■ Data supplied ■
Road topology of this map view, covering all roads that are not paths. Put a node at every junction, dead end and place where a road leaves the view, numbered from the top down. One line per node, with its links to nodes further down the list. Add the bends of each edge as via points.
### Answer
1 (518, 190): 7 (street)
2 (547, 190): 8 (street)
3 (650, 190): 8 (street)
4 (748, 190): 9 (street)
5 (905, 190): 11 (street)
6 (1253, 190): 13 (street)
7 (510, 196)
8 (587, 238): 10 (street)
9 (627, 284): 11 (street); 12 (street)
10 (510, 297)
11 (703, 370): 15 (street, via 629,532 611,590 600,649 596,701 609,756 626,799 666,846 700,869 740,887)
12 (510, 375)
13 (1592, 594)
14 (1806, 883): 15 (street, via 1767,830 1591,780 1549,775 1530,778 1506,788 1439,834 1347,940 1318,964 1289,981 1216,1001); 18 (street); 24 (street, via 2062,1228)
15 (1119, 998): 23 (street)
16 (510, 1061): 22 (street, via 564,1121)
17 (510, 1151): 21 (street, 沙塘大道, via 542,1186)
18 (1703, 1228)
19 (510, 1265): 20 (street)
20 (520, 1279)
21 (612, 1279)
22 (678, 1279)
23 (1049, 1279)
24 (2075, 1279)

■ What is being asked ■
Give the records above again in full, keeping every character unchanged.

■ Worked solution ■
Road topology of this map view, covering all roads that are not paths. Put a node at every junction, dead end and place where a road leaves the view, numbered from the top down. One line per node, with its links to nodes further down the list. Add the bends of each edge as via points.
### Answer
1 (518, 190): 7 (street)
2 (547, 190): 8 (street)
3 (650, 190): 8 (street)
4 (748, 190): 9 (street)
5 (905, 190): 11 (street)
6 (1253, 190): 13 (street)
7 (510, 196)
8 (587, 238): 10 (street)
9 (627, 284): 11 (street); 12 (street)
10 (510, 297)
11 (703, 370): 15 (street, via 629,532 611,590 600,649 596,701 609,756 626,799 666,846 700,869 740,887)
12 (510, 375)
13 (1592, 594)
14 (1806, 883): 15 (street, via 1767,830 1591,780 1549,775 1530,778 1506,788 1439,834 1347,940 1318,964 1289,981 1216,1001); 18 (street); 24 (street, via 2062,1228)
15 (1119, 998): 23 (street)
16 (510, 1061): 22 (street, via 564,1121)
17 (510, 1151): 21 (street, 沙塘大道, via 542,1186)
18 (1703, 1228)
19 (510, 1265): 20 (street)
20 (520, 1279)
21 (612, 1279)
22 (678, 1279)
23 (1049, 1279)
24 (2075, 1279)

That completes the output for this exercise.